The FERTWINS project aims to explore predictive models by leveraging emerging technologies like Digital Twins and Explainable AI (XAI). Employing these technologies for the acquisition, transfer, and storage of relevant data will enable decision-making based on real-time data sourced from satellite imagery, sensors, and weather stations. This approach is intended to enhance fertigation management and reduce the usage of phytosanitary products, thus accelerating the digital transition and minimizing environmental impact. FERTWINS seeks to improve information flow, significantly boosting the productivity of the agri-food chain.
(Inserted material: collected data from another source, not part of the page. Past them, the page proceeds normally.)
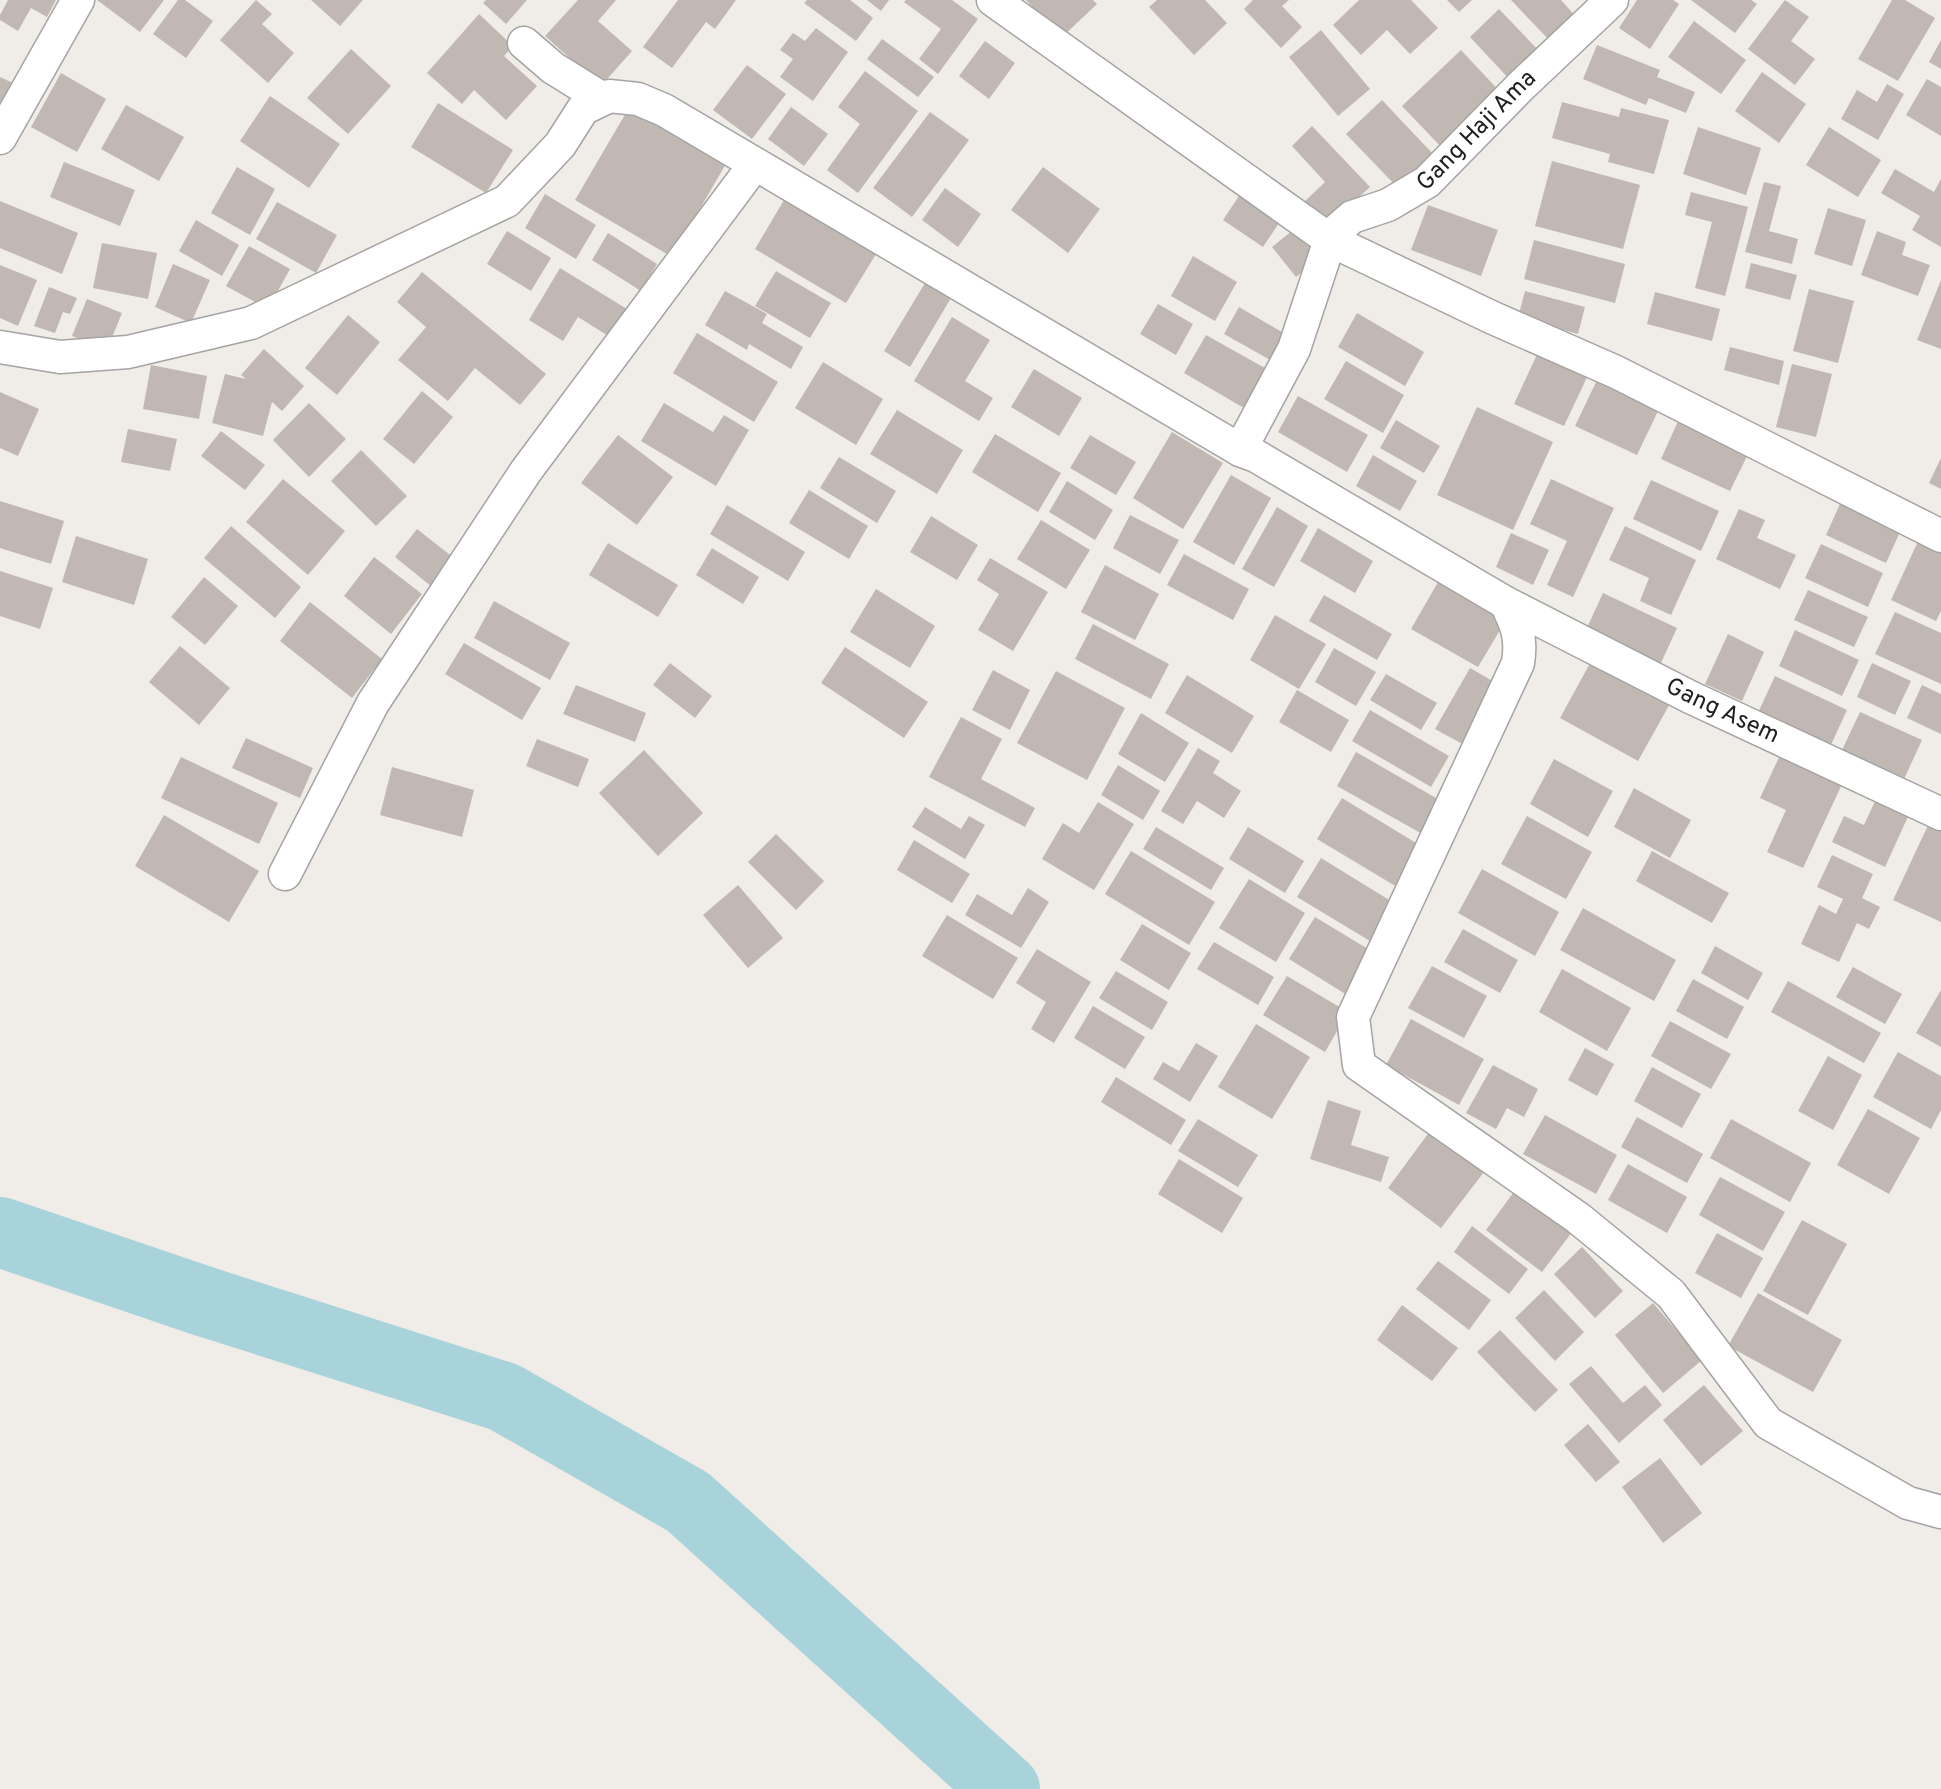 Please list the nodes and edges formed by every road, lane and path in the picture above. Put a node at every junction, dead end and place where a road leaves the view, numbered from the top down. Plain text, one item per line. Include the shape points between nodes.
1 (78, 0) edge
2 (993, 0) edge
3 (1612, 0) edge
4 (524, 43) dead end
5 (603, 99) junction
6 (0, 138) edge
7 (755, 164) junction
8 (1330, 240) junction
9 (0, 347) edge
10 (1240, 450) junction
11 (1941, 536) edge
12 (1506, 603) junction
13 (1941, 814) edge
14 (285, 874) dead end
15 (1941, 1512) edge

1 - 6 street
2 - 8 street
3 - 8 street, Gang Haji Ama via 1427,182 1388,205 1352,217
4 - 5 street via 553,68
5 - 7 street, Gang Asem via 638,99 664,110
5 - 9 street via 583,109 560,145 508,201 251,323 128,352 60,357
7 - 10 street, Gang Asem
7 - 14 street via 519,482 373,703
8 - 10 street via 1294,349
8 - 11 street via 1616,372
10 - 12 street, Gang Asem
12 - 13 street, Gang Asem via 1678,691
12 - 15 street via 1519,631 1518,663 1353,1017 1359,1065 1578,1218 1671,1294 1768,1423 1908,1503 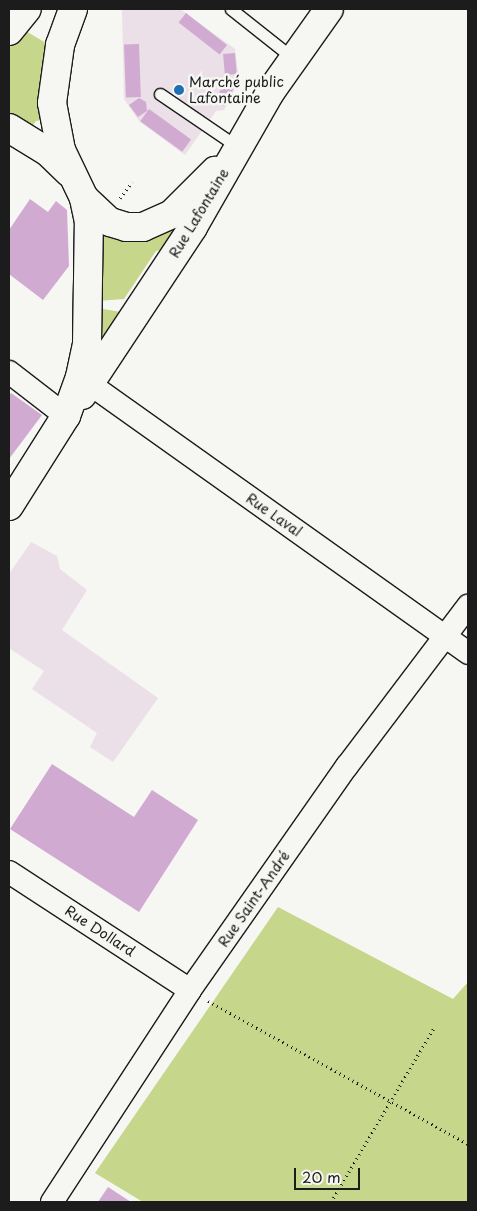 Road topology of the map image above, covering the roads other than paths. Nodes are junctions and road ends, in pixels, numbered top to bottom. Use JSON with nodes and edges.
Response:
{"nodes":[{"id":1,"x":27,"y":9,"type":"edge"},
{"id":2,"x":73,"y":9,"type":"edge"},
{"id":3,"x":231,"y":9,"type":"edge"},
{"id":4,"x":329,"y":9,"type":"edge"},
{"id":5,"x":9,"y":30,"type":"edge"},
{"id":6,"x":294,"y":59,"type":"junction"},
{"id":7,"x":160,"y":94,"type":"dead end"},
{"id":8,"x":9,"y":128,"type":"edge"},
{"id":9,"x":235,"y":151,"type":"junction"},
{"id":10,"x":78,"y":186,"type":"junction"},
{"id":11,"x":9,"y":372,"type":"edge"},
{"id":12,"x":85,"y":381,"type":"junction"},
{"id":13,"x":66,"y":416,"type":"junction"},
{"id":14,"x":9,"y":506,"type":"edge"},
{"id":15,"x":468,"y":606,"type":"edge"},
{"id":16,"x":444,"y":636,"type":"junction"},
{"id":17,"x":468,"y":653,"type":"edge"},
{"id":18,"x":9,"y":872,"type":"edge"},
{"id":19,"x":190,"y":990,"type":"junction"},
{"id":20,"x":52,"y":1202,"type":"edge"}],
"edges":[{"from":1,"to":5,"type":"main road"},
{"from":2,"to":10,"type":"main road"},
{"from":3,"to":6,"type":"lane"},
{"from":4,"to":6,"type":"main road","name":"Rue Lafontaine"},
{"from":6,"to":9,"type":"main road","name":"Rue Lafontaine"},
{"from":7,"to":9,"type":"lane"},
{"from":8,"to":10,"type":"main road"},
{"from":9,"to":10,"type":"main road"},
{"from":9,"to":12,"type":"main road","name":"Rue Lafontaine"},
{"from":10,"to":12,"type":"main road"},
{"from":11,"to":13,"type":"street"},
{"from":12,"to":13,"type":"main road","name":"Rue Lafontaine"},
{"from":12,"to":16,"type":"street","name":"Rue Laval"},
{"from":13,"to":14,"type":"main road","name":"Rue Lafontaine"},
{"from":15,"to":16,"type":"street","name":"Rue Saint-André"},
{"from":16,"to":17,"type":"street","name":"Rue Laval"},
{"from":16,"to":19,"type":"street","name":"Rue Saint-André"},
{"from":18,"to":19,"type":"street","name":"Rue Dollard"},
{"from":19,"to":20,"type":"street","name":"Rue Saint-André"}]} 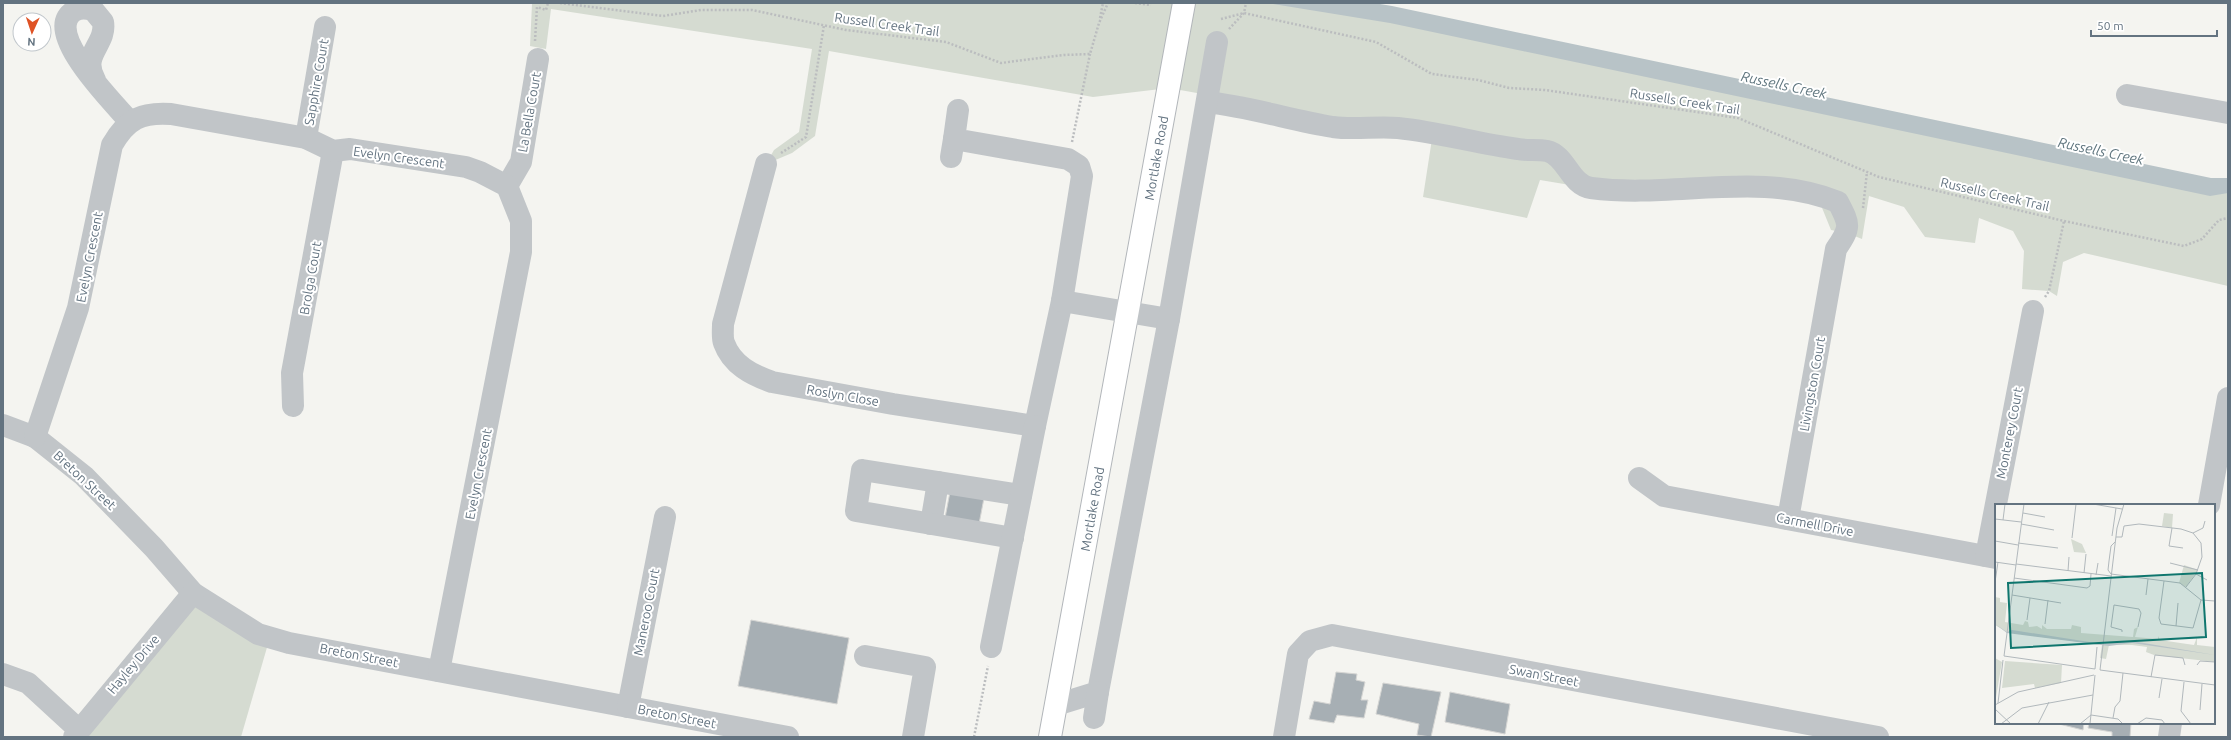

The project has technical objectives, including the characterization and optimization of crops and fertigation using agronomic models and ontologies. This encompasses studying models to predict evapotranspiration, investigating geospatial information modeling techniques, and analyzing agronomic models for fungal diseases in woody crops, with a focus on the potential of Digital Twins and XAI for data transmission.
Furthermore, the project will research and design an environment based on intelligent agents and Digital Twins for crop monitoring, phenotype evolution simulation based on internal and external agents, and fertigation control using low-power wireless technologies. This involves information fusion from heterogeneous data sources, designing networks for monitoring and control in smart agriculture scenarios, and creating an environment based on Virtual Agent Organizations and Digital Twins.
Lastly, FERTWINS will delve into XAI-based models for predicting evapotranspiration, crop yields, and fungal diseases, as well as cognitive systems for optimizing fertigation. This includes designing crop evapotranspiration predictions from IoT and satellite imaging, Explorable Ensemble Learning models for predicting yields of woody crops and designing a cognitive system for autonomous decision-making in fertigation and phytosanitary applications in woody crops.